In January 1989, after Bush’s presidential election victory, The Washington Post felt bold enough to report slyly: “Jennifer Fitzgerald, who has served president-elect George Bush in a variety of positions . . . is expected to be named deputy chief of protocol in the new administration.”

A year later the Post broke the story that she was fined $648 by the US Customs Service for “misdescribing” the value of a furlined raincoat ($1,100) and failing to declare a silver-fox cape ($1,300) after an official trip to Argentina for the inauguration of President Carlos Menem. Fitzgerald was suspended for two weeks without pay, but she did not lose her presidential appointment.

Barbara, meanwhile, came into her own at last as an extremely popular first lady who made the most of her grandmotherly image.

“I was working at CBS-TV when I first met the Bushes,” recalled Carol Ross Joynt. “He came into the green room with a grey-haired woman who I thought was his mother. Someone told me she was his wife, and I became fascinated by their dynamic because they were not a matched pair . . . He engaged women immediately. He’s not a lecher, but he makes eye contact with sexual energy. He’s polite and does not behave improperly — he’s no Bill Clinton — but the sexual message is there.

“She (Barbara) is oblivious to it all. She’s supremely confident and in charge of him like a mother overseeing her child. It’s clear that she’s the one in the relationship who totally wears the pants . . . it’s also clear that he relies on her.”

Roberta Hornig Draper, whose husband was the US consul-general in Jerusalem, met the Bushes when they visited Israel. “Barbara seemed to wet-nurse George like a little boy. She brushed the dandruff off his shoulders, she straightened his tie, and she was always pushing him along the way. She didn’t tie his shoes or wipe his runny nose, but you get the idea.”

Bush’s relationship with Fitzgerald finally became public during his re-election campaign in 1992, after the sexual peccadillos of the rival candidate, Bill Clinton, had already been well aired.



On August 11, the New York Post published a front page story headlined “The Bush affair”, complete with photos of Bush and Fitzgerald, who some people thought bore an eerie resemblance to Barbara.

Usually, the president of the United States does not have his entire family present at a press conference, but the White House made sure that his 91-year-old mother, his wife, his children, their spouses, their pets and all of the grandchildren buttressed Bush when he faced the media that morning.

Thin-lipped with anger, he branded the report a lie. Sensing his fury, one of his granddaughters burst into tears.

Barbara branded it “an outrage”. And Fitzgerald’s 86-year-old mother, Frances Patteson-Knight, whose home in Virginia was adorned with a wide selection of silver-framed photos of Jennifer and George Bush, dismissed it as “ridiculous”.

“Jennifer is completely tortured by this whole business,” she said. She doesn’t know what to do. She thinks it is all just horrible, horrible.”

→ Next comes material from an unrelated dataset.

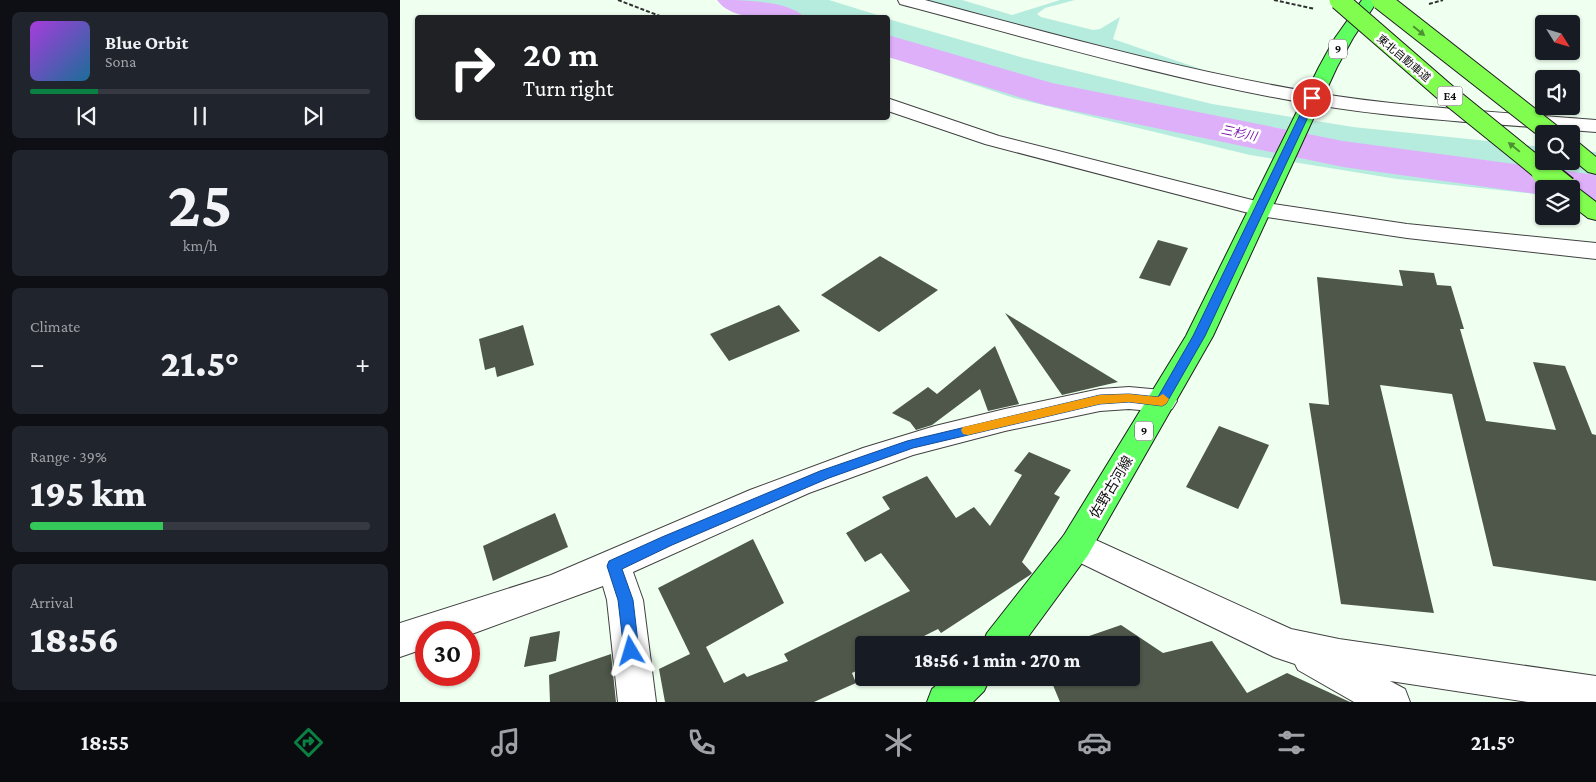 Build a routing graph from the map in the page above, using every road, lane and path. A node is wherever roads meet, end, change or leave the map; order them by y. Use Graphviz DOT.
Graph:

She added, however, that her daughter — who by then was 60 — had not heard from the president. “She is very disappointed by Bush’s reaction . . . She respects him because he’s president, but doesn’t think he’s acted like a man here. She is very hurt by his lack of support. I don’t think he called her. If he did, she would be less desperate.”

The denials meant nothing to all those who had observed Bush and Fitzgerald together for two decades.

Years later, Carol Taylor Gray, the former wife of the White House counsel C Boyden Gray, said: “Jennifer was a fact of life in George’s life. Period. End of discussion. It was what it was. No one knew that better than my husband, who worked for George Bush for 12 years. We talked about it constantly . . . No one held it against George.

“Actually, I liked Jennifer — she was petite and attractive, and she made him happy, so I’m glad he had her in his life to give him a little joy . . . I know this is heresy to say because Barbara Bush is adored by the country and looks like such a sweet old grandmother, but the country doesn’t know her like I do . . . I don’t think she has a good heart . . . she’s not a nice woman.”